Supply related factors were those where respondents reported that tropical timber performed worst in comparison with natural properties and specifications. The key elements here are regular and reliable supplies and honouring contract terms. It is the negative view of traders and users on these matters, which together with price factors (see below) has stimulated the use of substitutes. Again some supplying countries and companies have better reputations than others which further strengthens links with exporters who are seen as reliable suppliers.

Plywood and veneer

Fewer respondents expressed views on these products compared with sawnwood.

With respect to natural properties, appearance and colour consistency are of overriding importance for veneers, while for plywood the natural durability of the face veneer is important for external applications.

In relation to specifications, important characteristics for plywood are the type of glue used and the strength properties of boards aimed at the construction industry. Quality consistency is also important.

As far as supply factors are concerned, the position is the same as for sawnwood and again it is in these respects that tropical plywoods are often seen in a worse light than boards from European and North American suppliers.

5.2.1 Substitutes and alternative species

When considering the factors which effect the access of tropical timber products to markets the competition from alternative species and substitute materials should be considered. There are very few markets, where tropical timbers are unique and cannot be replaced by other species or materials. Alternative species can be other tropical hardwood species, temperate hardwoods or softwoods. Substitute materials include added value solid wood products, wood-based composite panels such as MDF, particle board and oriented stranded board (OSB) through to metals, plastics and concrete, etc.

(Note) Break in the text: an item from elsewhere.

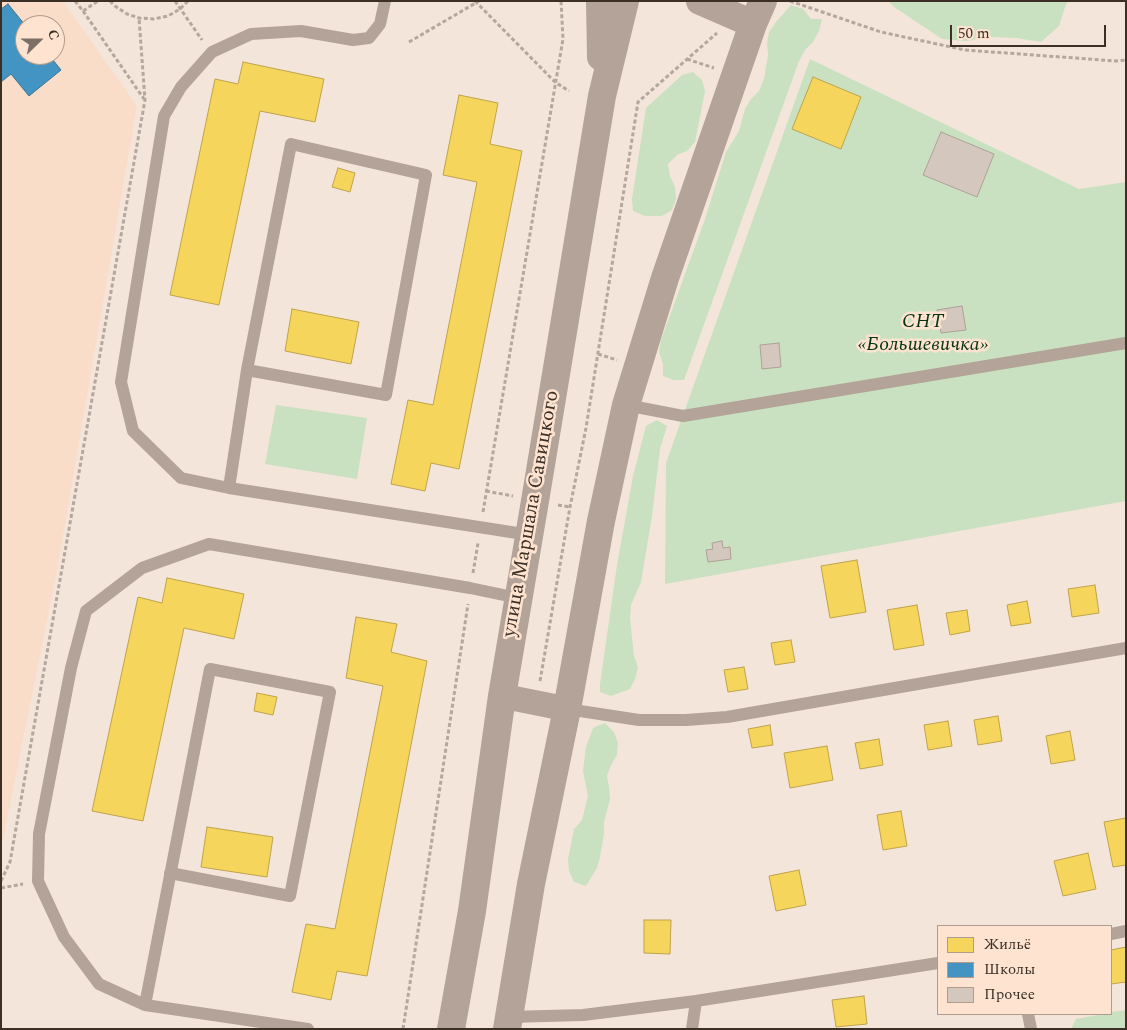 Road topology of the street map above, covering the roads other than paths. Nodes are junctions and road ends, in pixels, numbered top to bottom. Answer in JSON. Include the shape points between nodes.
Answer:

In the sawnwood market, the increasing use of laminated scantlings in Germany (imported mainly from Indonesia and Malaysia) is reported to have significantly reduced the demand for rough sawnwood in Germany. Window manufacturers use laminated scantlings as an alternative to solid sawnwood. ITTO report that between 1991 and 1995 the share of laminated scantlings increased from 42 percent to 73 percent in the manufacture of windows from tropical timber while consumption of rough sawn wood decreased accordingly.

The uses of laminated scantlings highlights some of the reasons why manufacturers and end users switch to alternative materials. These include:

One of the major concerns by nearly everyone contacted during the course of this study was the substitution of tropical timbers (and wood in general) in window manufacture by alternatives such as PVC. Undoubtedly, the success of PVC in this market has been heavily dependent upon the marketing and promotional campaigns that surround it. PVC has been promoted on the basis of price (generally 10-20 percent cheaper), no maintenance requirement, fast delivery (the materials are pre-cast in a variety of profiles and just require cutting to length), less skilled (and therefore cheaper) instalment required.

Interestingly, views on the `no maintenance' performance of PVC windows are now starting to change, and differ between different countries. From opinions gathered during this study and from other reports, it is clear that the German and the United Kingdom markets have regarded wooden windows as high maintenance while in the Netherlands and Denmark this has not been such an important purchasing consideration. In the Netherlands, tropical timber is the favoured material for window manufacture but due to environmental pressures substitution with treated softwood has been increasing. This is one market that would undoubtedly benefit from the expansion of certificated tropical timber to counterbalance the environmental concerns of the end user.

Over the last decade there has been a switch in fashion towards paler coloured temperate species and a move away from red/brown tropical timbers. Some of the companies interviewed during this study reported that they are now beginning to see an increasing interest and trade in `red species' and away from the very `pale featureless hardwoods'.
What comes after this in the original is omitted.